Data items
────────

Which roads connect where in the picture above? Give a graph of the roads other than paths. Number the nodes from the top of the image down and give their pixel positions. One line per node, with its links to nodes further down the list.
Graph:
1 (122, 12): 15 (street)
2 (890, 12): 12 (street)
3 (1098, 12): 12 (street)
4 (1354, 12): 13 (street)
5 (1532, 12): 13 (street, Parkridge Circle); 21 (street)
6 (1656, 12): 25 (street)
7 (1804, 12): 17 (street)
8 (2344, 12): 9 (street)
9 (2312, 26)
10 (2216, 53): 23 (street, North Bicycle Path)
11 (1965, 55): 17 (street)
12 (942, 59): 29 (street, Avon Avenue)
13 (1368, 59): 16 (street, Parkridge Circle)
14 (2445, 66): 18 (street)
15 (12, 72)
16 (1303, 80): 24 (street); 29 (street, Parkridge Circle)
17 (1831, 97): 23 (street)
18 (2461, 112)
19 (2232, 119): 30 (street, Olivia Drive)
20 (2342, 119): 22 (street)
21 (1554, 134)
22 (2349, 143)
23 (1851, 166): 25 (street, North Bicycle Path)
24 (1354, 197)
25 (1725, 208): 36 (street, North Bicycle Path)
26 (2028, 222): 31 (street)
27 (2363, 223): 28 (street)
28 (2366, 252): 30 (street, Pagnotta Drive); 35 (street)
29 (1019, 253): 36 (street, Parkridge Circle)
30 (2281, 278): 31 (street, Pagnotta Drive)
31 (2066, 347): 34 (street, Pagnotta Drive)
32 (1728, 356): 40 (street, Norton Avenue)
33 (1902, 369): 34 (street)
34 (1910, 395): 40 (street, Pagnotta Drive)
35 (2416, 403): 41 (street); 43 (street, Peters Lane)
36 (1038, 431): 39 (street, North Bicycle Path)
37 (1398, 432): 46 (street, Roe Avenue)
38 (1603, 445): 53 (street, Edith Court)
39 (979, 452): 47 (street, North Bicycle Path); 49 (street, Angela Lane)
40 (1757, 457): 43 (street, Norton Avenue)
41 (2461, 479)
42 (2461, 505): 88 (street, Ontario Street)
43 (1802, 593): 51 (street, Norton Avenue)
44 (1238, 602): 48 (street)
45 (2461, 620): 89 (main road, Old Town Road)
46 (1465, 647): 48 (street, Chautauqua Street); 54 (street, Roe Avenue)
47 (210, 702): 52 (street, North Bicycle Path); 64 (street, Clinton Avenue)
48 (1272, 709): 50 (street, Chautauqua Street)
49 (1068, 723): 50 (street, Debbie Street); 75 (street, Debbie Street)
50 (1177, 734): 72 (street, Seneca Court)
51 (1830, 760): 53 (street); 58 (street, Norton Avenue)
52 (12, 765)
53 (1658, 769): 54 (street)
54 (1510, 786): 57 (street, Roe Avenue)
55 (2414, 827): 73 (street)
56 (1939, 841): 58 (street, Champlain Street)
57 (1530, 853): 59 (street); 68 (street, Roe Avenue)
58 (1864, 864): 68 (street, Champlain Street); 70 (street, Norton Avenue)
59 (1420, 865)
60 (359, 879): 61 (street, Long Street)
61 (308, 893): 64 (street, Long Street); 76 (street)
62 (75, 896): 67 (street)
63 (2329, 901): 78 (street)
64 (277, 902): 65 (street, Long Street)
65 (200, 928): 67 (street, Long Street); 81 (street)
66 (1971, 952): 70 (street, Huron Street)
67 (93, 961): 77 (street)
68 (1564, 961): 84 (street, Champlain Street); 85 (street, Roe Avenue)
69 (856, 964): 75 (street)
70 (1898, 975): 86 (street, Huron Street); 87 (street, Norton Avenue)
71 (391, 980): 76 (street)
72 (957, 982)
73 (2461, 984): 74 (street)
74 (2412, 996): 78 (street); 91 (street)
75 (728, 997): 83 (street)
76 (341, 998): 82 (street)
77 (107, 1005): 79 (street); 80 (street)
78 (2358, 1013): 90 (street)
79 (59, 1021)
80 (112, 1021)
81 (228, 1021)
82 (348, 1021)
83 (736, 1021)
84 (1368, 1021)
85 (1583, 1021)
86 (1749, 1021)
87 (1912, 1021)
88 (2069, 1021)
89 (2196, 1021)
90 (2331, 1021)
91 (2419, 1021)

────────

WORK TASK:
Leaving nothing out, print each line above exactly.

EXERCISE RESULT:
Which roads connect where in the picture above? Give a graph of the roads other than paths. Number the nodes from the top of the image down and give their pixel positions. One line per node, with its links to nodes further down the list.
Graph:
1 (122, 12): 15 (street)
2 (890, 12): 12 (street)
3 (1098, 12): 12 (street)
4 (1354, 12): 13 (street)
5 (1532, 12): 13 (street, Parkridge Circle); 21 (street)
6 (1656, 12): 25 (street)
7 (1804, 12): 17 (street)
8 (2344, 12): 9 (street)
9 (2312, 26)
10 (2216, 53): 23 (street, North Bicycle Path)
11 (1965, 55): 17 (street)
12 (942, 59): 29 (street, Avon Avenue)
13 (1368, 59): 16 (street, Parkridge Circle)
14 (2445, 66): 18 (street)
15 (12, 72)
16 (1303, 80): 24 (street); 29 (street, Parkridge Circle)
17 (1831, 97): 23 (street)
18 (2461, 112)
19 (2232, 119): 30 (street, Olivia Drive)
20 (2342, 119): 22 (street)
21 (1554, 134)
22 (2349, 143)
23 (1851, 166): 25 (street, North Bicycle Path)
24 (1354, 197)
25 (1725, 208): 36 (street, North Bicycle Path)
26 (2028, 222): 31 (street)
27 (2363, 223): 28 (street)
28 (2366, 252): 30 (street, Pagnotta Drive); 35 (street)
29 (1019, 253): 36 (street, Parkridge Circle)
30 (2281, 278): 31 (street, Pagnotta Drive)
31 (2066, 347): 34 (street, Pagnotta Drive)
32 (1728, 356): 40 (street, Norton Avenue)
33 (1902, 369): 34 (street)
34 (1910, 395): 40 (street, Pagnotta Drive)
35 (2416, 403): 41 (street); 43 (street, Peters Lane)
36 (1038, 431): 39 (street, North Bicycle Path)
37 (1398, 432): 46 (street, Roe Avenue)
38 (1603, 445): 53 (street, Edith Court)
39 (979, 452): 47 (street, North Bicycle Path); 49 (street, Angela Lane)
40 (1757, 457): 43 (street, Norton Avenue)
41 (2461, 479)
42 (2461, 505): 88 (street, Ontario Street)
43 (1802, 593): 51 (street, Norton Avenue)
44 (1238, 602): 48 (street)
45 (2461, 620): 89 (main road, Old Town Road)
46 (1465, 647): 48 (street, Chautauqua Street); 54 (street, Roe Avenue)
47 (210, 702): 52 (street, North Bicycle Path); 64 (street, Clinton Avenue)
48 (1272, 709): 50 (street, Chautauqua Street)
49 (1068, 723): 50 (street, Debbie Street); 75 (street, Debbie Street)
50 (1177, 734): 72 (street, Seneca Court)
51 (1830, 760): 53 (street); 58 (street, Norton Avenue)
52 (12, 765)
53 (1658, 769): 54 (street)
54 (1510, 786): 57 (street, Roe Avenue)
55 (2414, 827): 73 (street)
56 (1939, 841): 58 (street, Champlain Street)
57 (1530, 853): 59 (street); 68 (street, Roe Avenue)
58 (1864, 864): 68 (street, Champlain Street); 70 (street, Norton Avenue)
59 (1420, 865)
60 (359, 879): 61 (street, Long Street)
61 (308, 893): 64 (street, Long Street); 76 (street)
62 (75, 896): 67 (street)
63 (2329, 901): 78 (street)
64 (277, 902): 65 (street, Long Street)
65 (200, 928): 67 (street, Long Street); 81 (street)
66 (1971, 952): 70 (street, Huron Street)
67 (93, 961): 77 (street)
68 (1564, 961): 84 (street, Champlain Street); 85 (street, Roe Avenue)
69 (856, 964): 75 (street)
70 (1898, 975): 86 (street, Huron Street); 87 (street, Norton Avenue)
71 (391, 980): 76 (street)
72 (957, 982)
73 (2461, 984): 74 (street)
74 (2412, 996): 78 (street); 91 (street)
75 (728, 997): 83 (street)
76 (341, 998): 82 (street)
77 (107, 1005): 79 (street); 80 (street)
78 (2358, 1013): 90 (street)
79 (59, 1021)
80 (112, 1021)
81 (228, 1021)
82 (348, 1021)
83 (736, 1021)
84 (1368, 1021)
85 (1583, 1021)
86 (1749, 1021)
87 (1912, 1021)
88 (2069, 1021)
89 (2196, 1021)
90 (2331, 1021)
91 (2419, 1021)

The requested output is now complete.